Today's tools can help rationalize applications. But don't think that if you put an application in the cloud, it will automatically result in a lower carbon footprint, as apps must be optimized for the cloud, Richter said.
Small steps first
EA's should look to architecture and technologies that meet the company's objectives, and should champion the small things first, said Isaac Sacolick, founder, and CEO of StarCIO, a New York-based advisory firm that guides CIOs who are undergoing digital transformations. Sacolick is a former CIO and CTO.
First ask what percent of workloads are migrated to the cloud and learn what is optimized for performance and reliability. Then turn to the business concern, which is optimizing against cost. At some point, sustainability becomes a leg of the stool around these decisions -- you operate around cost and at the same time work to lower your carbon footprint, Sacolick said.
Using today's tools
EA tools can collect data, measure the impact of decisions, and potentially show improvement. There are tools for discovery that scan the premises and SaaS, and even help reveal shadow IT. This alone can provide some visibility to build a model that can help a company create a roadmap to evolve, Robinet said.
Visualization features can show how technology changes contribute to sustainability objectives. These assessments view the lifecycle of those technology assets it deems to be a competitive advantage.
Cloud service providers have calculators that offer measures and metrics that gauge consumption and address equipment disposal. EA modeling tools model stakeholder impact, which addresses external partners as well as the financial impact to the business.
CIOs often put EAs in the role of solution architect because they cross all business units, Sacolick said. EAs can influence in the following ways:
- Encourage the selection of storage tech that lets a company simultaneously archive unneeded data and reduce the carbon footprint.

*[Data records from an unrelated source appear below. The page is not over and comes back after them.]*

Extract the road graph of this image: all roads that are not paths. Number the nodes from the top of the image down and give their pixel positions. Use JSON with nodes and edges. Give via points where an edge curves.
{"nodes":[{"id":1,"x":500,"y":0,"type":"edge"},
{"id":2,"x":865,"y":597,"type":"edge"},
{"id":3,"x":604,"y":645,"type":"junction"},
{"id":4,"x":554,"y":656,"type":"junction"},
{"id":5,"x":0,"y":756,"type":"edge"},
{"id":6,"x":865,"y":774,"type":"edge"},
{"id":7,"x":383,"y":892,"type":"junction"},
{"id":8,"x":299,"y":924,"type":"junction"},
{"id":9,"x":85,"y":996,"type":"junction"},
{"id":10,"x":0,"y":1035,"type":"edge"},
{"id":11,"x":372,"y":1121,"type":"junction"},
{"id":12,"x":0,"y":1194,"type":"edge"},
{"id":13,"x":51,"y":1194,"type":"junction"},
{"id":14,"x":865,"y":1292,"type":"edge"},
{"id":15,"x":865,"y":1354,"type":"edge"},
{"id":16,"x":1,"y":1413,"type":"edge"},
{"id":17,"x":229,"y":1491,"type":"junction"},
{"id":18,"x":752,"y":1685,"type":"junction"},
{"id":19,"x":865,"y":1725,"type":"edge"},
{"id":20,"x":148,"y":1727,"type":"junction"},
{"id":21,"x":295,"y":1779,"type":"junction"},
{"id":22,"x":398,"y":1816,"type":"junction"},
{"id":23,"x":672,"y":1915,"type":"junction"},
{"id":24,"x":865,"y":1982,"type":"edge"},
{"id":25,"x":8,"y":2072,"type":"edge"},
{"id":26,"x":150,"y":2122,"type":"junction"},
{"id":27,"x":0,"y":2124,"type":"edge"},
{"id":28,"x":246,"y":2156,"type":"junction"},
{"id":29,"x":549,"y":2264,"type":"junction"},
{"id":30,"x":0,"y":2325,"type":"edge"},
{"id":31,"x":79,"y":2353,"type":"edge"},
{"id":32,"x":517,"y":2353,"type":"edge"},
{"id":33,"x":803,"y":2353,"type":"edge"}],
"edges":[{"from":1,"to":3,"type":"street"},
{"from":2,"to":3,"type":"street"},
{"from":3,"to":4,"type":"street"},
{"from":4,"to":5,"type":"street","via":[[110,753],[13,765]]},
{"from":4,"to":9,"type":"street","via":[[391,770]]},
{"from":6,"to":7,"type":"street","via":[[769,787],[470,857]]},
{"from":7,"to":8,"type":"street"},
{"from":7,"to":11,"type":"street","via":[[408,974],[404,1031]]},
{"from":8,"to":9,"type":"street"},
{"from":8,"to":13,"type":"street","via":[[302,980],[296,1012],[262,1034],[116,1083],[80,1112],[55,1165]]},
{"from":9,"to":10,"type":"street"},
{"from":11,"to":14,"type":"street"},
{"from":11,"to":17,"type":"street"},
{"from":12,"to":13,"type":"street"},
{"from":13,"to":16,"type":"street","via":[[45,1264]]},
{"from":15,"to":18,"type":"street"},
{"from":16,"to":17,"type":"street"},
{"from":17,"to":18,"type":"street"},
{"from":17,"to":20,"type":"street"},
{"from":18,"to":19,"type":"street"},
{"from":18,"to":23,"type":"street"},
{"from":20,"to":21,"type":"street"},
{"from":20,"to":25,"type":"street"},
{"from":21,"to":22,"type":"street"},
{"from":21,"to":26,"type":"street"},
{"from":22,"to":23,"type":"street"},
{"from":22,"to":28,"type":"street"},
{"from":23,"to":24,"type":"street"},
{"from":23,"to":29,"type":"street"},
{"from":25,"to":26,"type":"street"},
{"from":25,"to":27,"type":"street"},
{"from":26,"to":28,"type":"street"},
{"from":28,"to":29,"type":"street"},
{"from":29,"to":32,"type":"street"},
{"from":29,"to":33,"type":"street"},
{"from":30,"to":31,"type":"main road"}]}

- Build a business case for installing a power management system, or put edge computing where there are more green energy sources
- Drive DevOps teams to lower energy consumption by choosing more efficient APIs.
- Create expectations in the company around sustainability and look for partners who share your view.
- If not already doing so, use IT portfolio management for centralized control and cost reduction.
The special EA challenge
Many tools offer materiality assessments, but EAs are challenged to divvy up this information around a value in enterprise architecture. An EA may know a value of the carbon footprint in terms of energy consumed, but it's harder to determine what to place on one process versus another.
Leslie RobinetServices director, Mega International
"In enterprise architecture, you don't have the notion of a building," Mega's Robinet said. "You have the activities, organization and information system going on in that building. So, there is this intellectual exercise that has to happen to determine how that impact is distributed, and a method to imagine for it."
In the next few years, EA tools will offer more advances in terms of how they keep a sustainability strategy on track. But it is crucial to start a plan now. In fact, EAs ignore sustainability at their peril, as this is one area where the young generation is highly engaged.
"There will be pressure from stakeholders, [pressure] to hire and keep talent, and [pressure] from partners," Robinet said. "It's no longer an option."